Three things to do before you launch your SaaS startup to get inbound leads

There are 3 items you should do quickly, if you are going to launch your SaaS startup or a new product that caters to a new audience.

First, get listed on SaaS marketplaces, Cloud Brokerage Services and Cloud listing providers.

There are over 120 SaaS marketplaces from telcos – AT&T,  T-Mobile and others, to large Cloud Service Providers (AWS, Google, Microsoft, etc.) and other large technology companies (Samsung, DELL, etc.) I would spend at least a few days making sure your SaaS solution gets listed in all these marketplaces under the right categories.
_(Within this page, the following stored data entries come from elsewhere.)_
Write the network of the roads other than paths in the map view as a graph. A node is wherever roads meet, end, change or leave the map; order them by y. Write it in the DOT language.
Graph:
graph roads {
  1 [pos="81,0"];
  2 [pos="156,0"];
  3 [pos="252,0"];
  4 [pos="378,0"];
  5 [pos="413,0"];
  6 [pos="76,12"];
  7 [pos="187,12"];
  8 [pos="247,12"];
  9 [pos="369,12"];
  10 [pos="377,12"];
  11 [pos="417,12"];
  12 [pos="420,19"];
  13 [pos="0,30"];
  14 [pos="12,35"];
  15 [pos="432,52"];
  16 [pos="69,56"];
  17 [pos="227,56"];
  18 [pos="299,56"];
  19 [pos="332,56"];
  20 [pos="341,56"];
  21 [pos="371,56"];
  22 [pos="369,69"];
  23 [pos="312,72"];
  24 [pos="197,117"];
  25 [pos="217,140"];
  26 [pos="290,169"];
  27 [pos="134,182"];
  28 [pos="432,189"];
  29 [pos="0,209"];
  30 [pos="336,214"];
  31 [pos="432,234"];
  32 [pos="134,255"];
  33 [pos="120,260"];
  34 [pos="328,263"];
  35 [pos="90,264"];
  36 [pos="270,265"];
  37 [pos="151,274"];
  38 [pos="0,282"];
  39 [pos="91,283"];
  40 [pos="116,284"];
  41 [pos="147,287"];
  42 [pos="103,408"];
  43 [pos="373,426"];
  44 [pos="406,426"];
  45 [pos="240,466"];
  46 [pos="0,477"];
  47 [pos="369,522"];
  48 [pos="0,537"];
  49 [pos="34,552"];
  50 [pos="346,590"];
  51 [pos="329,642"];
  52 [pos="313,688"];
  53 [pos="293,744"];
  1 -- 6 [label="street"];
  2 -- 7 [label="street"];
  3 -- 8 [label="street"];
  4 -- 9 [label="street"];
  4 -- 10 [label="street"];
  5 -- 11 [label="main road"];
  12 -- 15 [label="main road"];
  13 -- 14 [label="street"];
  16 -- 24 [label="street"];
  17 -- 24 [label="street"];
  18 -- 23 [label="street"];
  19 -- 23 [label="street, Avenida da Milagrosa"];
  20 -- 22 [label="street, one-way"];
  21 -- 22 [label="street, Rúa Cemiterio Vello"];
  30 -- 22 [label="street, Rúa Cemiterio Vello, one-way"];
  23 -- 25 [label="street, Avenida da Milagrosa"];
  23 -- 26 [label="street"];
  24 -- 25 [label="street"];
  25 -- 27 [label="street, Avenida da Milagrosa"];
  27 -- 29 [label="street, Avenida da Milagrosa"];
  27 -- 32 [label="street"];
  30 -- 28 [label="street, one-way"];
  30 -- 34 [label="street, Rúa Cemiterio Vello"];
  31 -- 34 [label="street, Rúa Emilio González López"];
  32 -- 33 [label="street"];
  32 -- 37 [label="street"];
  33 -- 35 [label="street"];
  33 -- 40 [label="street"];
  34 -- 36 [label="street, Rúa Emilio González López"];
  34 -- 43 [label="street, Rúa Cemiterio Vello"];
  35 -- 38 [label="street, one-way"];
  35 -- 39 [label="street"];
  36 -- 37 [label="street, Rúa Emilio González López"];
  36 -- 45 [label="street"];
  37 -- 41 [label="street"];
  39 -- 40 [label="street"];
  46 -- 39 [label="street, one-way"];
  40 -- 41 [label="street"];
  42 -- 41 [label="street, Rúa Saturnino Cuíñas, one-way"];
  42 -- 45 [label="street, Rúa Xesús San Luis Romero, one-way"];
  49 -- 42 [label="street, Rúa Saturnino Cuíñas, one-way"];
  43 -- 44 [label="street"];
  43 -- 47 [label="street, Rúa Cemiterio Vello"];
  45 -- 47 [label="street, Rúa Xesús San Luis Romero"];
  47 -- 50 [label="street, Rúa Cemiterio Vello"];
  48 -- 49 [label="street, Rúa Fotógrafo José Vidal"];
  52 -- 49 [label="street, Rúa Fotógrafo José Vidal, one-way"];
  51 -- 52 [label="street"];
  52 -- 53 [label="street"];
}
There are between 30 to 40 Cloud Brokerage Services, including Appia, App Carousel, AppDirect, Jamcracker, Appirio, Cloud Nation. Here is a more comprehensive list.

Cloud Services Brokerage
Cloud Services Brokerage

Then ensure that you list on Cloud listing providers such as Capterra, G2Crowd, GetApp, etc. Here is a comprehensive list of Cloud Listing Providers.

Second, focus on Marketplace Listing Optimization (MLO). Like SEO (Search Engine Optimization) and App Store Optimization (ASO), MLO will help you rank higher, which drives leads.

How do you Optimize for marketplace listing: Get real customers to review your products, ensure that you are listed in the right categories, Use the right keywords in your description, show screen shots of your application and showcase a good video for demos. I will detail this more in tomorrow’s post.

Third, optimize your customer on-boarding process for these providers. Find out their rake, the incentive cut-off structure and renewal discount rate. Ensure that a customer coming from these solutions is able to be measured, can setup their account quickly and can easily get the first few “tasks”done on your platform.